Many brands and manufacturers are developing the direct-to-consumer retail channel. Most do so via their own e-shop. As a result, they are faced with the same options as retailers. One of these questions is: should they use e-commerce dynamic pricing?

Why do brands develop the direct-to-consumer channel?

Let’s start with a little bit of context. There is a variety of reasons for brands to develop their direct sales.

First of all, direct sales is the distribution channel that they can best control. That’s because it is much easier to nail your online merchandising on a website that you control. Read our complete e-commerce merchandising guide for more on this topic. When your products are displayed and sold on a brand’s website, that’s where they shine most. As a result, you can offer the best customer experience.

Another reason is to own the consumer data. It is not uncommon for retailers to provide sales data. But the data presented is often patchy at best, and hard to add up between retailers. Furthermore, obtaining more detailed data (average sale price, basket items, buyers demographics…) can be impossible or expensive. By selling on their webshops, brands collect as much data as they want. Nespresso, for instance, chose to only sell capsules directly. This allows them to conduct in-depth consumer behavior analysis and reduce consumer churn.

The last reason is to build a lasting relationship with the customer. By selling directly, a brand becomes the customers’ interlocutor. It can add them to their CRM, marketing campaigns and cross-sell efforts. It can provide support and maintenance for their products. Also, it has a higher chance of turning consumers into fans and promoters.

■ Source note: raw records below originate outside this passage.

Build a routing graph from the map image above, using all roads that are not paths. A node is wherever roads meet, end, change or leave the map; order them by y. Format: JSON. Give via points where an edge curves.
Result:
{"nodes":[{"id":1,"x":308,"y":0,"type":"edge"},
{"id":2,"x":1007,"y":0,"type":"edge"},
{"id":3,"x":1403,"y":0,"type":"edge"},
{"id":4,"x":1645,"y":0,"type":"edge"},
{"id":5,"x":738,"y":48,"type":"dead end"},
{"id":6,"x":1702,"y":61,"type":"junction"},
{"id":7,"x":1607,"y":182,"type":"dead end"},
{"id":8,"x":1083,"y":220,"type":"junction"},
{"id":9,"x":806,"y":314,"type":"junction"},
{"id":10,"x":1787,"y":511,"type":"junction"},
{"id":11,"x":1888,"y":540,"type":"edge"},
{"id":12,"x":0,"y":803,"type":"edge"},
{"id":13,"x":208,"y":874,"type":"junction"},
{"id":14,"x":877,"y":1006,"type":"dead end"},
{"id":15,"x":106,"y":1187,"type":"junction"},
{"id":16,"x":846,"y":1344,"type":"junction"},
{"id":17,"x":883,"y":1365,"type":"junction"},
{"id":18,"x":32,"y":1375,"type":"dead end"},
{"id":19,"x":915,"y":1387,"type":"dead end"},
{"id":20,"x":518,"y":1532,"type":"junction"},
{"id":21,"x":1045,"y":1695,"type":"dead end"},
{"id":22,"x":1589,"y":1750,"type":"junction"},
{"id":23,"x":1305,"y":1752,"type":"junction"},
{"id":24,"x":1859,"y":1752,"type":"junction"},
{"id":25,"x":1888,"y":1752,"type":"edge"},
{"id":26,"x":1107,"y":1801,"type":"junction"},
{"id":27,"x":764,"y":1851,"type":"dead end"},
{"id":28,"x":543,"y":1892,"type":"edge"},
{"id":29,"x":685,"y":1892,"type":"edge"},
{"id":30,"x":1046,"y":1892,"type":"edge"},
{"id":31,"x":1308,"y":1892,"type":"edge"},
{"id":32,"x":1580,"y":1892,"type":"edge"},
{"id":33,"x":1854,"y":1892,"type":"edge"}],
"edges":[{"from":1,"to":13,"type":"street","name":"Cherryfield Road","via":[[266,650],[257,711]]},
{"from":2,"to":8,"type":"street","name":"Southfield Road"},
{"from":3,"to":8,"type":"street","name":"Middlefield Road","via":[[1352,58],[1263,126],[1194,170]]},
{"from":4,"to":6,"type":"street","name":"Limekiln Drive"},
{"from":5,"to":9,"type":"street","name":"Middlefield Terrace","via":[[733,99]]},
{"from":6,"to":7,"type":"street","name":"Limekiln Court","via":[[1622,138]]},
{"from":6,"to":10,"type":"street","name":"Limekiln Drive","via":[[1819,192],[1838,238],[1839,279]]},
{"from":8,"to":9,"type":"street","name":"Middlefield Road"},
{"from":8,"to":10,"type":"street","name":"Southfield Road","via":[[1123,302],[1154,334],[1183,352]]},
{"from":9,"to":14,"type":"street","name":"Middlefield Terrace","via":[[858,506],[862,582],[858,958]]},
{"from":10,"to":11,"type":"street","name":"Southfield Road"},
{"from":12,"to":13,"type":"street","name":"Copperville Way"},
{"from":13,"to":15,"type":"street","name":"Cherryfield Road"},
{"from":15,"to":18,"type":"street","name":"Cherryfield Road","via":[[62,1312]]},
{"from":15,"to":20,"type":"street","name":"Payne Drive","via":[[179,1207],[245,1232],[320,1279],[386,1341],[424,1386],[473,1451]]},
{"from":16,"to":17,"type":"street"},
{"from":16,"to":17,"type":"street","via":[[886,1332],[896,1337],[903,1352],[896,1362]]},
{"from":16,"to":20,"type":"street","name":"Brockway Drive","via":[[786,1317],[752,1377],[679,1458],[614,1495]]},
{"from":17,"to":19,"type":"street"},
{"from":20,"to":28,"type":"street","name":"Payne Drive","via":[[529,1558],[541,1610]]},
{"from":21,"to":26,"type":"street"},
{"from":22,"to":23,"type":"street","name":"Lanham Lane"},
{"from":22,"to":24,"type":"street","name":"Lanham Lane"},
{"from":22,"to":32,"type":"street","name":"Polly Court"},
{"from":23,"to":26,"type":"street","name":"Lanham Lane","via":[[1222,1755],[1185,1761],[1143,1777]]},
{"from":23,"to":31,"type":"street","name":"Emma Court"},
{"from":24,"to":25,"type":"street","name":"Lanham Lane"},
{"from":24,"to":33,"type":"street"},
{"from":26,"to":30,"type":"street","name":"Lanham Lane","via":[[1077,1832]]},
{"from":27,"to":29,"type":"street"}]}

The importance of dynamic pricing

By engaging in retailer-like activities, brands are quickly faced with retailer-specific questions. In particular, the question of dynamic pricing strategies has become a cornerstone issue for retailers.

Amazon is the undisputed king of dynamic pricing (at least in the retail industry). Its ability to adjust millions of prices at a very high frequency is unparalleled. Amazon uses a variety of pricing techniques:

  • Price matching: this one is the most used and most advertised by Amazon. For each market and each product, Amazon will define a set of influential retailers. It will watch their prices at high frequency and match any price drops.
  • Surge pricing: Amazon is able to detect moments of increased demand for a product. This can be reactive (a TV channel is mentioning the product) or predictive (this product sells more in the evening).
Surge pricing is a dynamic pricing strategy. Amazon hikes up the price of this product (a high-selling backpack) every evening. – Data by Keepa.com
Amazon changes the price of this product (a high-selling backpack) every day at the same time.
– Data by Keepa.com
  • Perception pricing: offering the lowest prices on flagship products while marking up other products. This Business Insider piece highlights how Amazon might have discounted a popular Samsung TV while jacking up the price of an associated HDMI cable.

Dynamic pricing allows retailers to win sales over their competitors. It also helps them more closely match their customers demand and the willingness to pay.

Brands tend to be sensitive when it comes to dynamic pricing. Most of them develop products with an MSRP in mind. In an ideal world, they would like all retailers to permanently list their products at or above the MSRP. That is because the listed price has a strong influence on margins and perceived value.

Read Also  5 Reasons for Brands to Monitor Online Prices

As a consequence, one can easily imagine that brands are reluctant to encourage price fluctuations and permanent discounts. Yet there is a strong case for them to implement some degrees of dynamic pricing.

The case for brands and manufacturers to start using dynamic pricing

In an ideal world, retailers would not compete for the best price. They would never have to discount items. Prices would forever stay at the MSRP. Brands and manufacturers could have copy-perfect, fixed-price e-shops that look like catalogs. Prices would remain the same throughout the lifecycle.

In the real world though, intra-brand competition is almost inevitable. Retailers order too many units and have to discount them. And prices fluctuate, sometimes way below the MSRP.

Brands are faced with a choice: do they maintain their prices at MSRP-levels and turn their webshops into low-selling online catalogs? Or should they set up some degrees of price management to stay relevant?

There is no good answer to this question. It is every manufacturer’s choice to make. More of them choose to desacralize the MSRP for some of their products. This comes with the following advantages:

  • More direct sales with the associated benefits (see above)
  • An increase in price consistency  across most retailers
  • The opportunity to become a price leader and define a new price consensus.

Here is an example with an imaginary company, HeadphoneCorp:

  • HeadphoneCorp is selling the Headphone One, its first product, at $199
  • It then ships an updated version, Headphone Two, also at $199
  • Of course, customers stop buying the remaining units of the inferior Headphone One
  • Retailers begin to heavily discount the Headphone One, damaging the brand.

In this case, HeadphoneCorp could react by setting the price of the Headphone One to $149 on their own e-shop. While acknowledging the loss in value of its former product, it is also establishing a new reference price for all retailers.